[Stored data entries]
---*---

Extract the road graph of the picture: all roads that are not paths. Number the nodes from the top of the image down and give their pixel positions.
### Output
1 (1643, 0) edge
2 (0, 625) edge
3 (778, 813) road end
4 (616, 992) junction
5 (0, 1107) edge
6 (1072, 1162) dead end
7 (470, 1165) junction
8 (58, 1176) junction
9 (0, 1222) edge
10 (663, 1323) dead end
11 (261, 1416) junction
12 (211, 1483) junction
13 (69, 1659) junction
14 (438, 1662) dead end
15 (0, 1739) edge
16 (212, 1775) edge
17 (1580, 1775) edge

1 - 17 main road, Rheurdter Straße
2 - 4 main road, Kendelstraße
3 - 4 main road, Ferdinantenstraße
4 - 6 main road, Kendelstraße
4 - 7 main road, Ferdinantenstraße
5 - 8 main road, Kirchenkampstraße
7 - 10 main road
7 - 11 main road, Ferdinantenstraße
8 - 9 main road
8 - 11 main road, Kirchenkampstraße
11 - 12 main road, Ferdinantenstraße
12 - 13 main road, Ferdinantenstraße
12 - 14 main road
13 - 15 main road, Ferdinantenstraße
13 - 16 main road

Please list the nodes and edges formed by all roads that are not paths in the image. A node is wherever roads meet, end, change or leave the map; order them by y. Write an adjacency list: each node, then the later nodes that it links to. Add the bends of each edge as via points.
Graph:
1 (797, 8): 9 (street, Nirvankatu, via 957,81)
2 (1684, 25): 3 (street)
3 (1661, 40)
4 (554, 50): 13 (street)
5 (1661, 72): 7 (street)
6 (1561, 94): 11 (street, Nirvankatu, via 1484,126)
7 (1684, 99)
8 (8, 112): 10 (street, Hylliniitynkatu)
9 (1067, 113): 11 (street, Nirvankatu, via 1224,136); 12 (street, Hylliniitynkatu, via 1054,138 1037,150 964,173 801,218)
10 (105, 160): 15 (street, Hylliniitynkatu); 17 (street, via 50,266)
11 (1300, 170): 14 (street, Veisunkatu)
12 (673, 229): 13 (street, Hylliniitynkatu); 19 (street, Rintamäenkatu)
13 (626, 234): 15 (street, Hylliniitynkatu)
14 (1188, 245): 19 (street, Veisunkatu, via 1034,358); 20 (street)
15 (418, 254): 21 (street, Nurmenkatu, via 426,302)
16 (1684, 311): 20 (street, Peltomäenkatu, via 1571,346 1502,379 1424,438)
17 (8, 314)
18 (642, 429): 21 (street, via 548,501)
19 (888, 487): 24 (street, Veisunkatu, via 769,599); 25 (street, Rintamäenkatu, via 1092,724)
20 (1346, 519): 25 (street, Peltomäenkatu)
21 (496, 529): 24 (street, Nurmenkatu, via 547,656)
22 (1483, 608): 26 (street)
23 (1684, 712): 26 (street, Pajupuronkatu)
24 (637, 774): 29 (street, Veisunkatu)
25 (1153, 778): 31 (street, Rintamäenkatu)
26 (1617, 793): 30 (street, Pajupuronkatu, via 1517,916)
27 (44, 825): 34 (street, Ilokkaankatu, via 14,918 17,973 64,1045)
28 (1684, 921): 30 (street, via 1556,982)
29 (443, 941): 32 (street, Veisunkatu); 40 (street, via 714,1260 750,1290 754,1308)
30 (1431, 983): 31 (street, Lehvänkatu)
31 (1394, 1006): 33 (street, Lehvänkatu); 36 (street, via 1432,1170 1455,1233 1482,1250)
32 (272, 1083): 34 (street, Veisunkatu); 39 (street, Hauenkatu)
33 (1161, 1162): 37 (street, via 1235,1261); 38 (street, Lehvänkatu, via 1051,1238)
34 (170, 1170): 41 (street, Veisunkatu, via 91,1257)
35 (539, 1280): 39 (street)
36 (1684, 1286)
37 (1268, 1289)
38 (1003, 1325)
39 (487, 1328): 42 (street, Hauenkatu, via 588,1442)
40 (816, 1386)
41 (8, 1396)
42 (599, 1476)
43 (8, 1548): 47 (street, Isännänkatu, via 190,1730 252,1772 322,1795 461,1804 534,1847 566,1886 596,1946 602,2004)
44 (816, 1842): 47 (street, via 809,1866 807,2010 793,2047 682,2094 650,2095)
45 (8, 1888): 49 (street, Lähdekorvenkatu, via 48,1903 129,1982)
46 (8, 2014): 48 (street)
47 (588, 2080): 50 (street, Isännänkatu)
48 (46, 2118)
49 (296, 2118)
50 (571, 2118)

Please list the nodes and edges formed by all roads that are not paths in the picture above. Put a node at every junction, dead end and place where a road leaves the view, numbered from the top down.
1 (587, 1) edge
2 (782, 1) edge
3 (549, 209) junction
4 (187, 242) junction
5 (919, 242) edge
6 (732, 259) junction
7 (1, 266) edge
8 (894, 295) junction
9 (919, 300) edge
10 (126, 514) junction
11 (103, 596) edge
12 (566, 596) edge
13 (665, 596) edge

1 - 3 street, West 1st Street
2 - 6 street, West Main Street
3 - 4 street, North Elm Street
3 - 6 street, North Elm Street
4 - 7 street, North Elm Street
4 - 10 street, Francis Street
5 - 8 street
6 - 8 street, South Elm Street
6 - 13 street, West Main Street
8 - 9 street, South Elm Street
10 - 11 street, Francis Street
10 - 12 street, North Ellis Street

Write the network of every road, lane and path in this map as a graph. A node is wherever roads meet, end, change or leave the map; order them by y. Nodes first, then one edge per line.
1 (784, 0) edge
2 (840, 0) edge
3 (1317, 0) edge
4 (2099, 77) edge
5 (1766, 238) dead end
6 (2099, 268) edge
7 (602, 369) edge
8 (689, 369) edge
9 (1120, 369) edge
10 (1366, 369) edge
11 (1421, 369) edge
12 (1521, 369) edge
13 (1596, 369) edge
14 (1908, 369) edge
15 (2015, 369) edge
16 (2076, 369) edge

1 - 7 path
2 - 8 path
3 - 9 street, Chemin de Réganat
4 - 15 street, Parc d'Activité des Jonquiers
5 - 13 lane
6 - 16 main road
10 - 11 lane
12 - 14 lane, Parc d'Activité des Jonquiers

---*---

*What is being asked:* Wherever the string "list" appears in the entries, copy that line.

*Answer to the exercise:*
Please list the nodes and edges formed by all roads that are not paths in the image. A node is wherever roads meet, end, change or leave the map; order them by y. Write an adjacency list: each node, then the later nodes that it links to. Add the bends of each edge as via points.
Please list the nodes and edges formed by all roads that are not paths in the picture above. Put a node at every junction, dead end and place where a road leaves the view, numbered from the top down.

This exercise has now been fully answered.